Brief: The response should contain all of the records, copied exactly, and none of the images.

Records to process:
------------

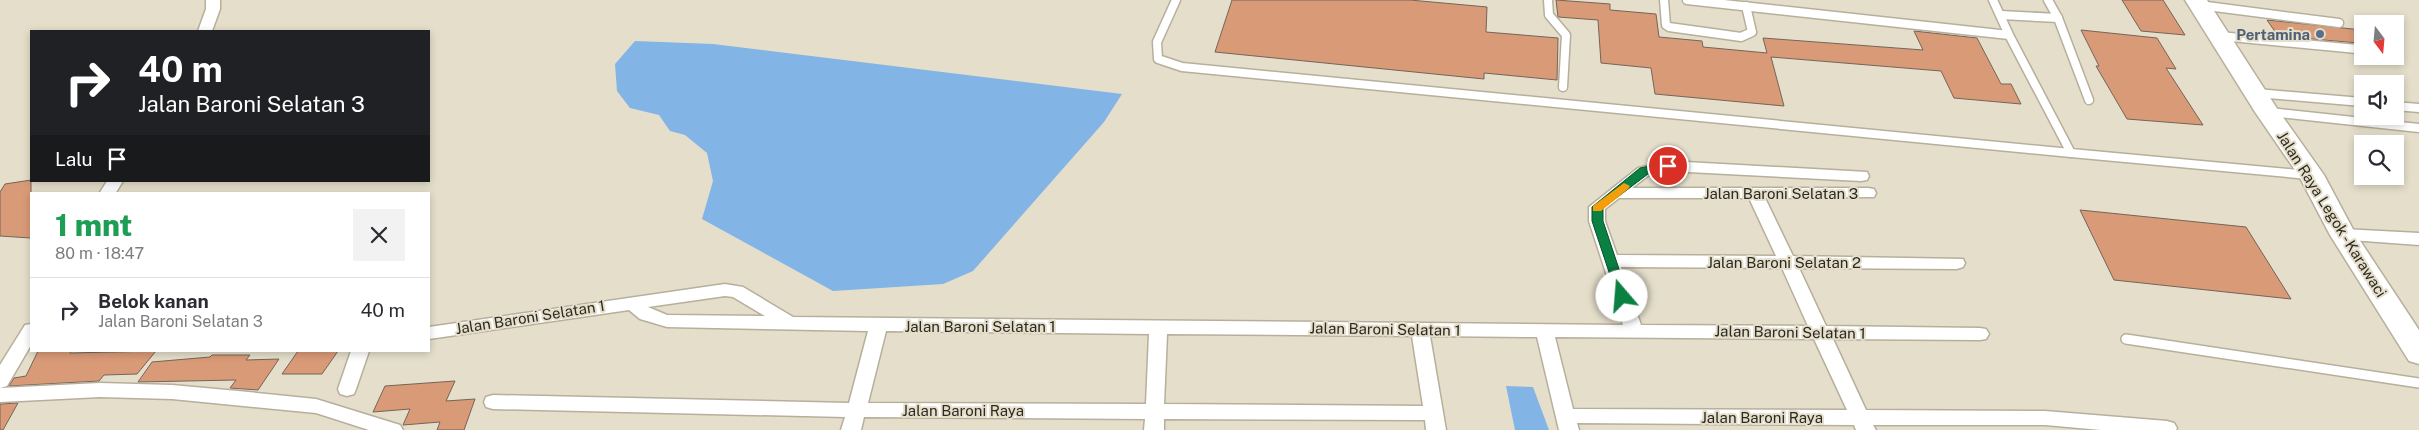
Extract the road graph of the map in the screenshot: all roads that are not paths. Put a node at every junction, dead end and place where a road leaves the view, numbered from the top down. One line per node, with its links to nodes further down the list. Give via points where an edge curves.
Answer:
1 (213, 0): 13 (street)
2 (1176, 0): 24 (lane, via 1157,42 1158,59 1182,68)
3 (1548, 0): 17 (lane, via 1549,15 1566,35)
4 (1664, 0): 9 (lane, via 1666,25 1669,27 1741,36 1752,32)
5 (1687, 0): 9 (lane)
6 (1993, 0): 10 (lane)
7 (2048, 0): 11 (lane)
8 (2198, 2): 12 (lane); 15 (main road, Jalan Raya Legok - Karawaci)
9 (1746, 6): 14 (lane)
10 (2001, 15): 11 (lane); 14 (lane)
11 (2058, 18): 18 (lane)
12 (2339, 23)
13 (205, 30)
14 (2009, 35): 24 (lane, via 2066,138)
15 (2219, 36): 16 (lane); 19 (main road, Jalan Raya Legok - Karawaci)
16 (2354, 49)
17 (1563, 87)
18 (2089, 100)
19 (2261, 102): 20 (lane); 23 (lane); 25 (main road, Jalan Raya Legok - Karawaci)
20 (2354, 102)
21 (2404, 107): 22 (lane)
22 (2419, 108)
23 (2419, 128)
24 (2071, 153): 25 (lane)
25 (2311, 175): 30 (main road, Jalan Raya Legok - Karawaci)
26 (1861, 176): 27 (street, Jalan Baroni Selatan 3, via 1668,166 1644,171)
27 (1616, 193): 28 (street, Jalan Baroni Selatan 3); 32 (street, via 1597,207 1597,221)
28 (1755, 193): 29 (street, Jalan Baroni Selatan 3); 33 (street)
29 (1868, 193)
30 (2343, 234): 31 (street); 48 (main road, Jalan Raya Legok - Karawaci)
31 (2419, 239)
32 (1610, 261): 33 (street, Jalan Baroni Selatan 2); 41 (street)
33 (1788, 262): 34 (street, Jalan Baroni Selatan 2); 43 (street)
34 (1957, 263)
35 (631, 302): 36 (street, Jalan Baroni Selatan 1, via 646,315 667,321); 36 (street, Jalan Baroni Selatan 1, via 737,291); 44 (street, Jalan Baroni Selatan 1)
36 (790, 324): 37 (street, Jalan Baroni Selatan 1)
37 (879, 325): 38 (street, Jalan Baroni Selatan 1); 54 (street)
38 (1158, 327): 39 (street, Jalan Baroni Selatan 1); 55 (street)
39 (1420, 329): 40 (street, Jalan Baroni Selatan 1); 56 (street)
40 (1544, 330): 41 (street, Jalan Baroni Selatan 1); 57 (street)
41 (1634, 331): 43 (street, Jalan Baroni Selatan 1)
42 (30, 332): 49 (street)
43 (1821, 332): 45 (street, Jalan Baroni Selatan 1); 58 (street)
44 (430, 333)
45 (1980, 334)
46 (2126, 339): 50 (lane)
47 (360, 352): 51 (street)
48 (2419, 353)
49 (0, 381)
50 (2419, 383)
51 (347, 389)
52 (0, 395): 60 (street, via 100,390 219,396 316,406)
53 (493, 402): 54 (street, Jalan Baroni Raya)
54 (857, 410): 55 (street, Jalan Baroni Raya); 61 (street)
55 (1154, 421): 56 (street, Jalan Baroni Raya)
56 (1434, 421)
57 (1567, 423): 58 (street, Jalan Baroni Raya)
58 (1863, 424): 59 (street, Jalan Baroni Raya, via 2045,418)
59 (2168, 428)
60 (392, 430)
61 (852, 430)

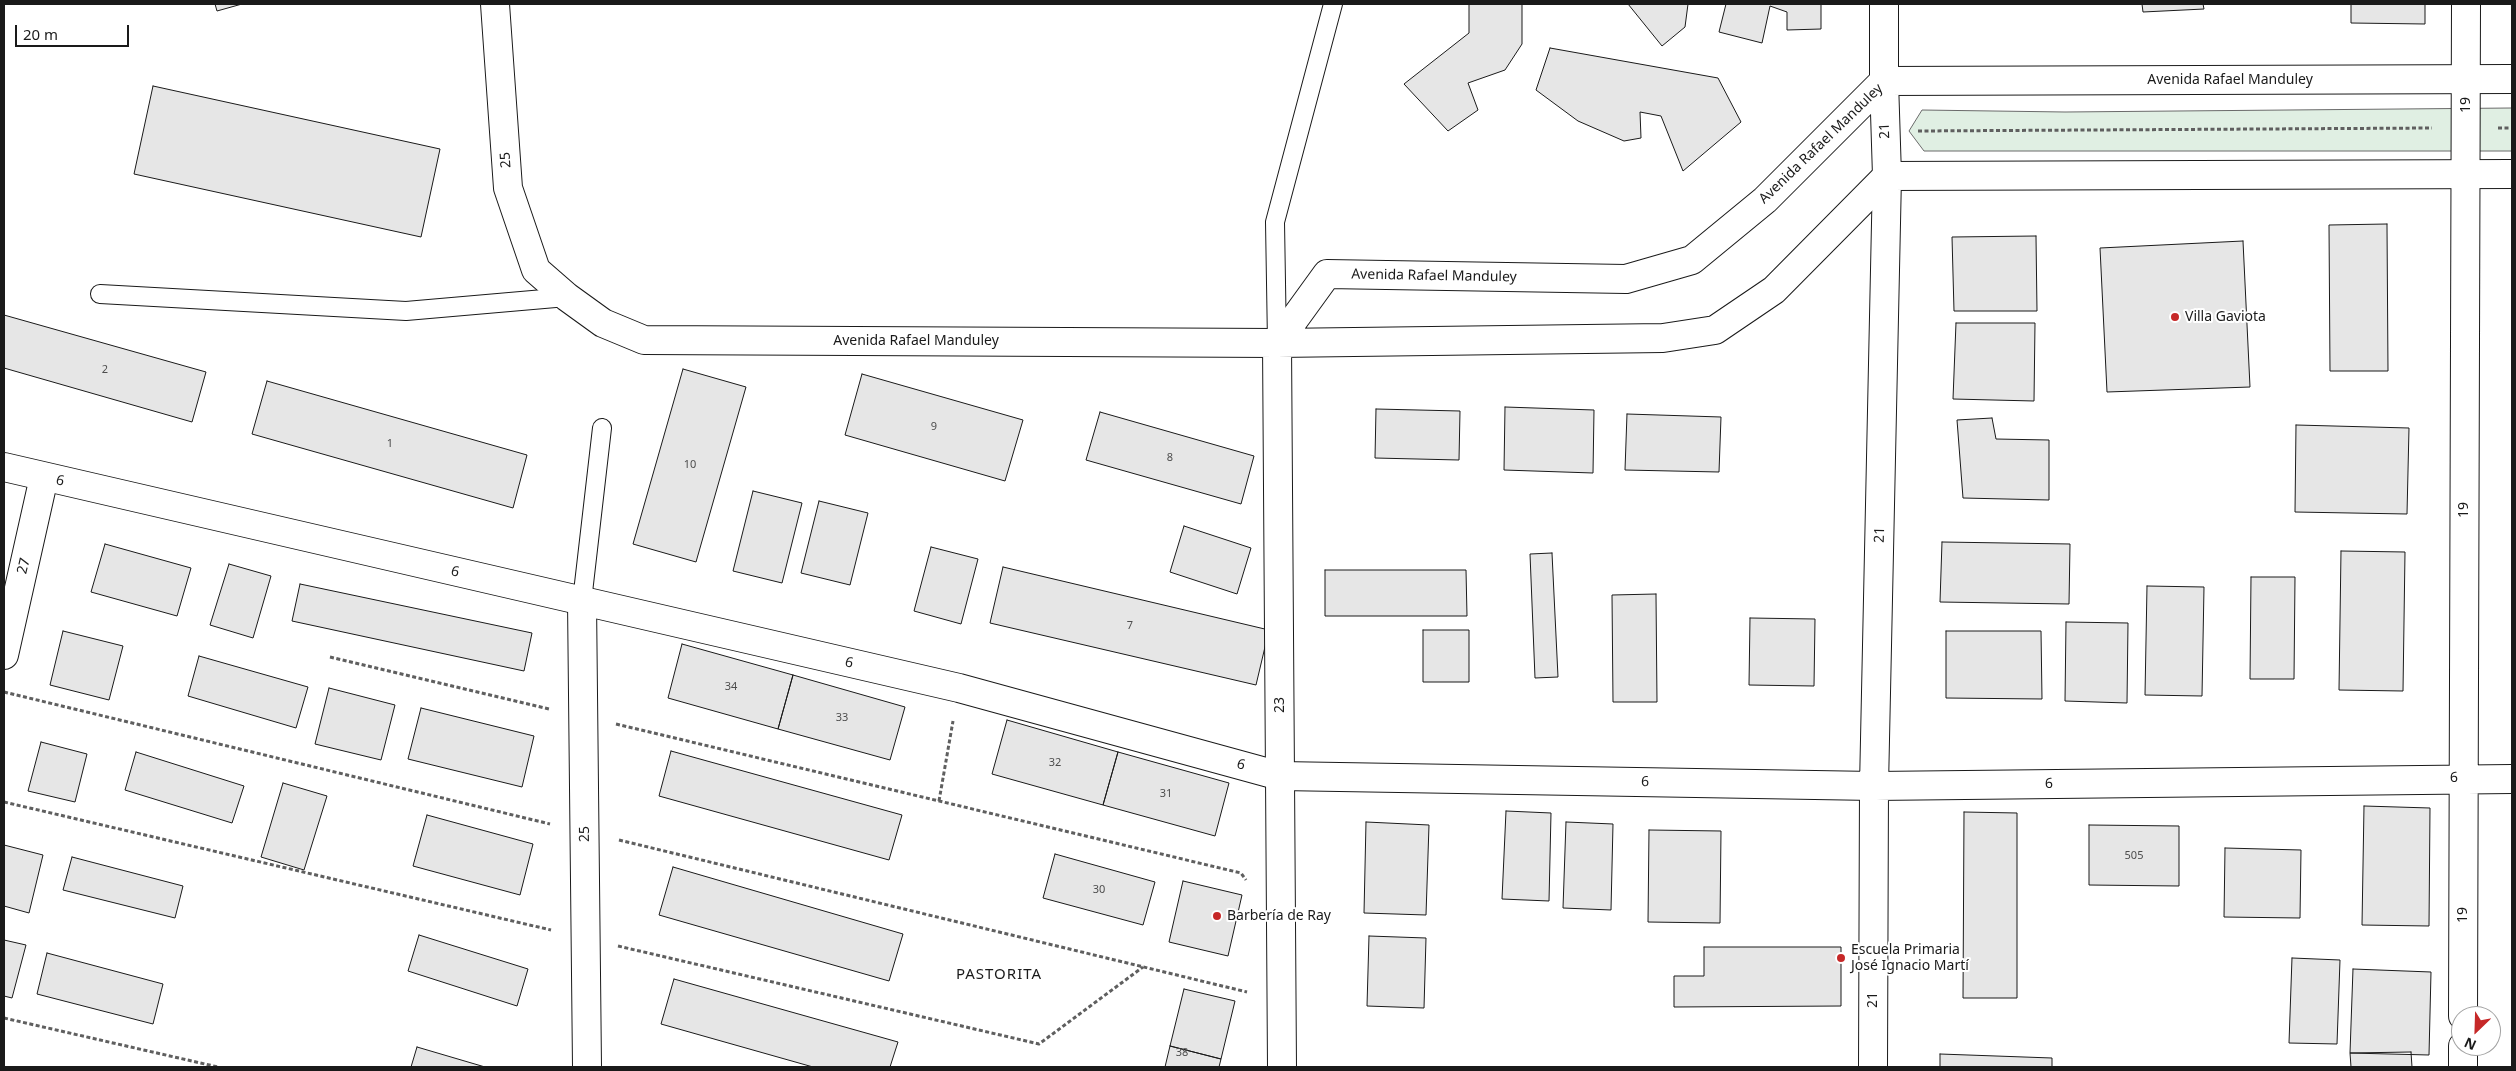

------------

Exercise response:
Extract the road graph of the map in the screenshot: all roads that are not paths. Put a node at every junction, dead end and place where a road leaves the view, numbered from the top down. One line per node, with its links to nodes further down the list. Give via points where an edge curves.
Answer:
1 (213, 0): 13 (street)
2 (1176, 0): 24 (lane, via 1157,42 1158,59 1182,68)
3 (1548, 0): 17 (lane, via 1549,15 1566,35)
4 (1664, 0): 9 (lane, via 1666,25 1669,27 1741,36 1752,32)
5 (1687, 0): 9 (lane)
6 (1993, 0): 10 (lane)
7 (2048, 0): 11 (lane)
8 (2198, 2): 12 (lane); 15 (main road, Jalan Raya Legok - Karawaci)
9 (1746, 6): 14 (lane)
10 (2001, 15): 11 (lane); 14 (lane)
11 (2058, 18): 18 (lane)
12 (2339, 23)
13 (205, 30)
14 (2009, 35): 24 (lane, via 2066,138)
15 (2219, 36): 16 (lane); 19 (main road, Jalan Raya Legok - Karawaci)
16 (2354, 49)
17 (1563, 87)
18 (2089, 100)
19 (2261, 102): 20 (lane); 23 (lane); 25 (main road, Jalan Raya Legok - Karawaci)
20 (2354, 102)
21 (2404, 107): 22 (lane)
22 (2419, 108)
23 (2419, 128)
24 (2071, 153): 25 (lane)
25 (2311, 175): 30 (main road, Jalan Raya Legok - Karawaci)
26 (1861, 176): 27 (street, Jalan Baroni Selatan 3, via 1668,166 1644,171)
27 (1616, 193): 28 (street, Jalan Baroni Selatan 3); 32 (street, via 1597,207 1597,221)
28 (1755, 193): 29 (street, Jalan Baroni Selatan 3); 33 (street)
29 (1868, 193)
30 (2343, 234): 31 (street); 48 (main road, Jalan Raya Legok - Karawaci)
31 (2419, 239)
32 (1610, 261): 33 (street, Jalan Baroni Selatan 2); 41 (street)
33 (1788, 262): 34 (street, Jalan Baroni Selatan 2); 43 (street)
34 (1957, 263)
35 (631, 302): 36 (street, Jalan Baroni Selatan 1, via 646,315 667,321); 36 (street, Jalan Baroni Selatan 1, via 737,291); 44 (street, Jalan Baroni Selatan 1)
36 (790, 324): 37 (street, Jalan Baroni Selatan 1)
37 (879, 325): 38 (street, Jalan Baroni Selatan 1); 54 (street)
38 (1158, 327): 39 (street, Jalan Baroni Selatan 1); 55 (street)
39 (1420, 329): 40 (street, Jalan Baroni Selatan 1); 56 (street)
40 (1544, 330): 41 (street, Jalan Baroni Selatan 1); 57 (street)
41 (1634, 331): 43 (street, Jalan Baroni Selatan 1)
42 (30, 332): 49 (street)
43 (1821, 332): 45 (street, Jalan Baroni Selatan 1); 58 (street)
44 (430, 333)
45 (1980, 334)
46 (2126, 339): 50 (lane)
47 (360, 352): 51 (street)
48 (2419, 353)
49 (0, 381)
50 (2419, 383)
51 (347, 389)
52 (0, 395): 60 (street, via 100,390 219,396 316,406)
53 (493, 402): 54 (street, Jalan Baroni Raya)
54 (857, 410): 55 (street, Jalan Baroni Raya); 61 (street)
55 (1154, 421): 56 (street, Jalan Baroni Raya)
56 (1434, 421)
57 (1567, 423): 58 (street, Jalan Baroni Raya)
58 (1863, 424): 59 (street, Jalan Baroni Raya, via 2045,418)
59 (2168, 428)
60 (392, 430)
61 (852, 430)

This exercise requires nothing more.